> [Exercise directions]: Among the records that follow, find each line holding the word "Minnezona" and copy it.

> [Dataset entries]:
=-=-=
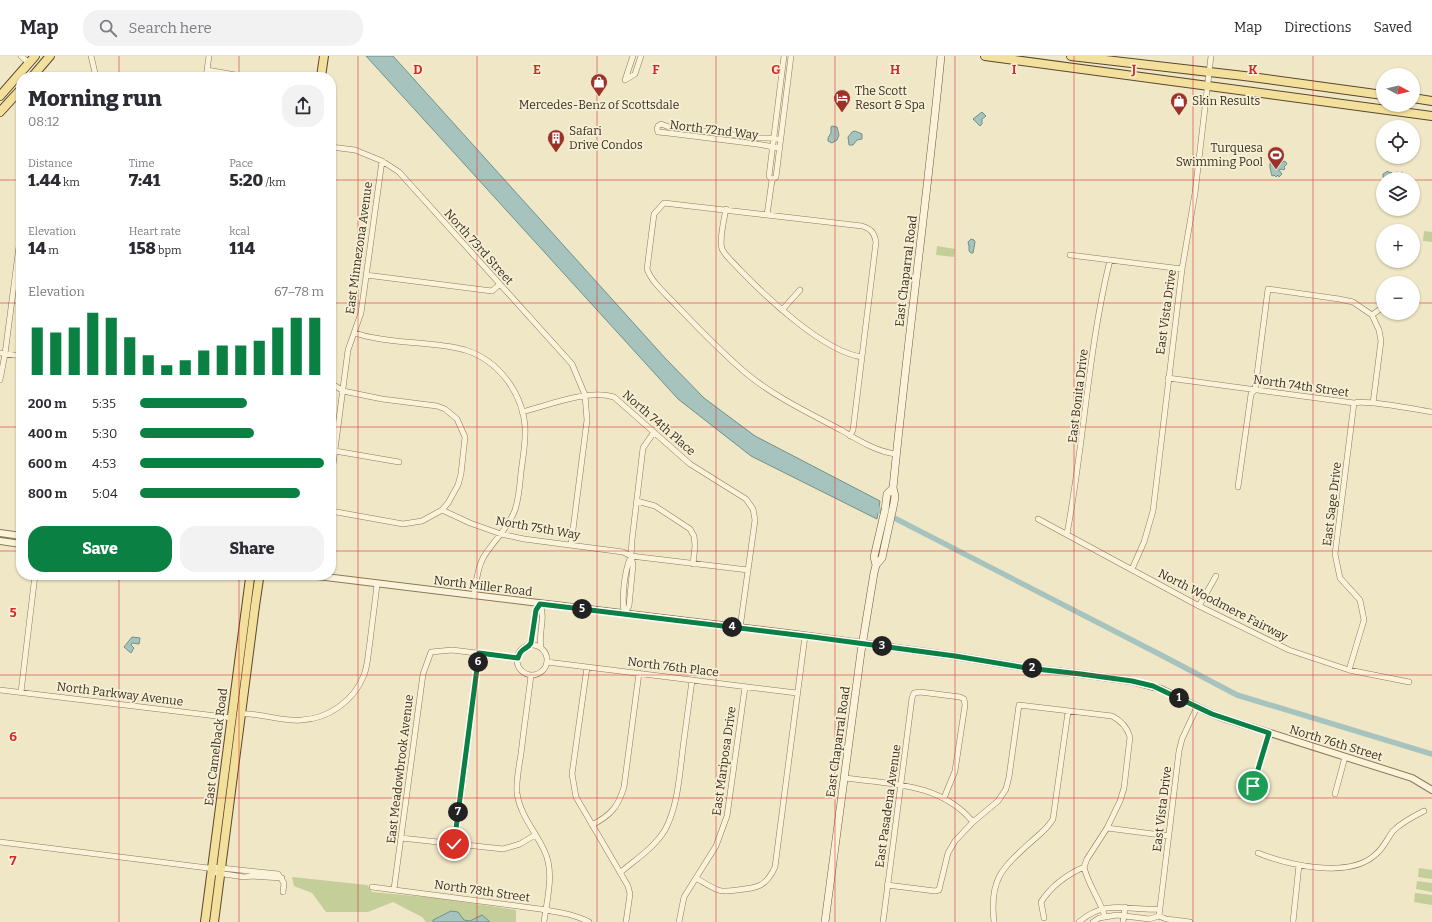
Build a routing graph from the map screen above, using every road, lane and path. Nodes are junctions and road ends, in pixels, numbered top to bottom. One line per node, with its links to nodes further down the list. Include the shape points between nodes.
1 (20, 56): 16 (street)
2 (35, 56): 16 (main road)
3 (50, 56): 20 (main road)
4 (91, 56): 21 (street)
5 (208, 56): 17 (street)
6 (324, 56): 23 (main road)
7 (632, 56): 8 (street, via 625,80 635,74)
8 (640, 56)
9 (784, 56): 37 (street)
10 (791, 56): 38 (street)
11 (941, 56): 74 (main road, East Chaparral Road)
12 (985, 56): 18 (main road)
13 (1071, 56): 15 (main road)
14 (1211, 56): 24 (street, East Vista Drive)
15 (1102, 58): 18 (street); 24 (main road)
16 (29, 63): 19 (main road)
17 (207, 70): 22 (street)
18 (1100, 71): 26 (main road)
19 (21, 72)
20 (38, 72)
21 (95, 72)
22 (219, 72)
23 (322, 72)
24 (1209, 72): 26 (street, East Vista Drive); 27 (main road)
25 (16, 78): 29 (main road)
26 (1208, 86): 32 (main road); 48 (street, East Vista Drive, via 1195,193)
27 (1376, 93)
28 (16, 94): 33 (main road)
29 (0, 96)
30 (1420, 99): 31 (main road)
31 (1431, 100): 35 (main road)
32 (1376, 105)
33 (0, 112)
34 (1415, 112): 35 (main road)
35 (1430, 115)
36 (713, 135): 36 (street, North 72nd Way, via 661,124 657,129 661,133); 37 (street, North 72nd Way); 40 (street, North 72nd Way)
37 (774, 138): 38 (street, North 72nd Way); 40 (street)
38 (780, 139): 41 (street)
39 (336, 148): 42 (street, North 73rd Street, via 355,150)
40 (773, 148): 41 (street, North 72nd Way); 43 (street, via 769,176)
41 (779, 148): 43 (street, via 776,177)
42 (382, 161): 49 (street, East Minnezona Avenue); 51 (street, North 73rd Street, via 402,176)
43 (772, 180): 45 (street)
44 (726, 210): 45 (street); 53 (street, via 722,248 756,287); 71 (street, via 664,203 654,214 647,269 649,276 726,356 748,374 795,406)
45 (767, 215): 59 (street, via 862,226 875,234)
46 (1070, 255): 47 (street)
47 (1110, 260): 48 (street); 84 (street, East Bonita Drive, via 1096,333)
48 (1182, 269): 60 (street, East Vista Drive)
49 (366, 275): 51 (street, via 492,291); 56 (street, East Minnezona Avenue, via 361,313)
50 (16, 281): 57 (street)
51 (500, 284): 65 (street, North 73rd Street, via 572,364)
52 (800, 290): 53 (street)
53 (782, 310): 59 (street, via 824,341 848,354)
54 (1376, 312): 55 (street)
55 (1372, 315): 63 (street, via 1353,302 1268,289); 66 (street, via 1381,341)
56 (355, 333): 64 (street, East Minnezona Avenue, via 348,350); 68 (street, via 375,338 445,346 465,350 480,357 504,376 512,387)
57 (3, 354): 58 (street); 61 (street)
58 (16, 355)
59 (862, 357): 71 (street, via 853,430)
60 (1168, 378): 63 (street, North 74th Street); 92 (street, East Vista Drive, via 1152,511 1144,542)
61 (0, 380)
62 (336, 386): 64 (street)
63 (1255, 390): 67 (street, North 74th Street); 76 (street, via 1251,394)
64 (343, 391): 72 (street, East Minnezona Avenue); 79 (street, via 437,406 457,419 465,437 461,474 452,498)
65 (585, 395): 68 (street, North 74th Place); 70 (street, North 74th Place, via 603,394 614,398); 88 (street, North 73rd Street, via 586,430)
66 (1373, 403): 67 (street, North 74th Street); 69 (street, North 74th Street)
67 (1354, 404): 113 (street, East Sage Drive, via 1335,554 1340,578 1360,600 1364,620)
68 (522, 412): 83 (street, via 525,442 518,498 510,521)
69 (1432, 412)
70 (654, 432): 78 (street, via 644,448); 93 (street, North 74th Place, via 690,464 746,499 753,509 755,520)
71 (850, 436): 74 (street, via 886,453)
72 (336, 444)
73 (336, 451): 75 (street)
74 (896, 454): 77 (main road, East Chaparral Road)
75 (399, 462)
76 (1238, 487)
77 (893, 488): 91 (main road, East Chaparral Road, via 895,496 889,527 882,558); 91 (main road, East Chaparral Road, via 887,494 874,557)
78 (637, 501): 89 (street); 90 (street, via 655,506 690,529 696,546)
79 (442, 510): 80 (street, via 422,521 403,524); 83 (street, North 75th Way)
80 (336, 512)
81 (1038, 519): 84 (street, North Woodmere Fairway)
82 (0, 533): 85 (street)
83 (501, 534): 88 (street, North 75th Way); 100 (street, via 482,559)
84 (1067, 534): 92 (street, North Woodmere Fairway)
85 (16, 535)
86 (0, 542): 87 (street)
87 (16, 544)
88 (571, 545): 89 (street, North 75th Way, via 623,552)
89 (631, 556): 90 (street, North 75th Way); 103 (street, via 627,565)
90 (693, 564): 93 (street, North 75th Way)
91 (876, 565): 106 (main road, East Chaparral Road)
92 (1132, 569): 102 (street, North Woodmere Fairway)
93 (748, 570): 104 (street)
94 (1216, 576): 102 (street)
95 (336, 578): 99 (street, North Miller Road)
96 (34, 580): 121 (street)
97 (250, 580): 125 (main road, East Camelback Road)
98 (258, 580): 125 (main road, East Camelback Road)
99 (377, 584): 100 (street, North Miller Road); 125 (street, via 364,675 344,704 312,719)
100 (474, 596): 101 (street, North Miller Road)
101 (540, 604): 103 (street, North Miller Road); 107 (street, via 536,610); 108 (street, via 543,612)
102 (1199, 606): 113 (street, North Woodmere Fairway, via 1289,650)
103 (624, 614): 104 (street, North Miller Road)
104 (740, 628): 105 (street, North Miller Road)
105 (805, 636): 106 (street, North Miller Road); 122 (street)
106 (862, 644): 117 (street, North Miller Road); 128 (main road, East Chaparral Road)
107 (529, 645): 108 (street); 110 (street, via 522,649)
108 (541, 648): 111 (street, via 546,653)
109 (479, 653): 110 (street); 142 (street, East Meadowbrook Avenue, via 452,650 431,652 423,674); 144 (street)
110 (518, 658): 115 (street, via 519,668)
111 (547, 662): 112 (street, North 76th Place); 115 (street, via 540,673)
112 (587, 667): 114 (street, North 76th Place); 138 (street, via 572,774 576,797)
113 (1349, 670): 118 (street, North Woodmere Fairway)
114 (639, 673): 116 (street, North 76th Place); 138 (street, via 621,798 614,810)
115 (531, 675): 140 (street, via 517,784 521,809)
116 (692, 680): 119 (street, North 76th Place); 149 (street, via 677,792 670,818 655,843)
117 (1132, 681): 123 (street, North 76th Street, via 1161,689)
118 (1409, 682)
119 (745, 687): 122 (street, North 76th Place); 150 (street, East Mariposa Drive, via 727,816 716,846)
120 (0, 690): 121 (street, North Parkway Avenue)
121 (21, 692): 125 (street, North Parkway Avenue)
122 (797, 693): 150 (street, via 772,875 758,887 720,891)
123 (1197, 707): 126 (street, North 76th Street); 141 (street, East Vista Drive, via 1182,739)
124 (1068, 712): 137 (street, via 1018,705 1006,789 998,801); 139 (street, via 1112,716 1128,730 1130,738 1124,788); 171 (street, via 1054,819 1009,861 1003,870 992,899)
125 (237, 716): 131 (main road, East Camelback Road); 133 (main road, East Camelback Road)
126 (1269, 733): 127 (street, North 76th Street); 134 (street, via 1253,786)
127 (1345, 757): 130 (street, North 76th Street, via 1412,778); 132 (street)
128 (845, 778): 129 (street); 169 (main road, East Chaparral Road)
129 (901, 785): 135 (street, via 926,790); 135 (street, East Pasadena Avenue, via 914,693 960,697 964,699 965,705 956,766); 151 (street, East Pasadena Avenue)
130 (1432, 790)
131 (222, 794): 133 (main road); 148 (main road, East Camelback Road)
132 (1335, 794)
133 (230, 797): 148 (main road, East Camelback Road)
134 (1256, 797)
135 (944, 798): 137 (street, via 964,811)
136 (1424, 811): 146 (street, via 1398,827 1381,849 1366,862 1342,869)
137 (973, 822): 151 (street, via 959,836 948,853 939,890)
138 (592, 825): 149 (street)
139 (1107, 828): 141 (street); 147 (street)
140 (535, 835): 144 (street, via 520,844 503,849); 158 (street, via 544,850 549,870)
141 (1169, 836): 157 (street, East Vista Drive)
142 (401, 838): 144 (street); 153 (street, East Meadowbrook Avenue)
143 (0, 842): 148 (street)
144 (454, 844)
145 (1258, 853): 146 (street)
146 (1299, 865): 176 (street)
147 (1084, 867): 156 (street, via 1086,877); 162 (street, via 1072,872 1047,893 1042,902)
148 (214, 870): 154 (street, via 244,876 282,878); 163 (main road, East Camelback Road); 164 (main road, East Camelback Road)
149 (621, 872): 167 (street, via 630,894)
150 (696, 878): 168 (street, East Mariposa Drive, via 684,897)
151 (887, 885): 170 (street, East Pasadena Avenue)
152 (372, 887): 153 (street, North 78th Street)
153 (394, 889): 158 (street, North 78th Street)
154 (283, 892)
155 (1125, 907): 156 (street); 157 (street); 159 (street)
156 (1102, 909): 161 (street); 172 (street)
157 (1160, 909): 160 (street, East Vista Drive)
158 (545, 910): 165 (street); 166 (street, North 78th Street)
159 (1124, 916): 160 (street, via 1149,919); 161 (street); 174 (street)
160 (1159, 916): 175 (street)
161 (1105, 917): 173 (street)
162 (1044, 918)
163 (205, 922)
164 (214, 922)
165 (544, 922)
166 (589, 922)
167 (626, 922)
168 (679, 922)
169 (825, 922)
170 (883, 922)
171 (994, 922)
172 (1079, 922)
173 (1093, 922)
174 (1123, 922)
175 (1190, 922)
176 (1293, 922)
=-=-=
> [Result of the exercise]:
42 (382, 161): 49 (street, East Minnezona Avenue); 51 (street, North 73rd Street, via 402,176)
49 (366, 275): 51 (street, via 492,291); 56 (street, East Minnezona Avenue, via 361,313)
56 (355, 333): 64 (street, East Minnezona Avenue, via 348,350); 68 (street, via 375,338 445,346 465,350 480,357 504,376 512,387)
64 (343, 391): 72 (street, East Minnezona Avenue); 79 (street, via 437,406 457,419 465,437 461,474 452,498)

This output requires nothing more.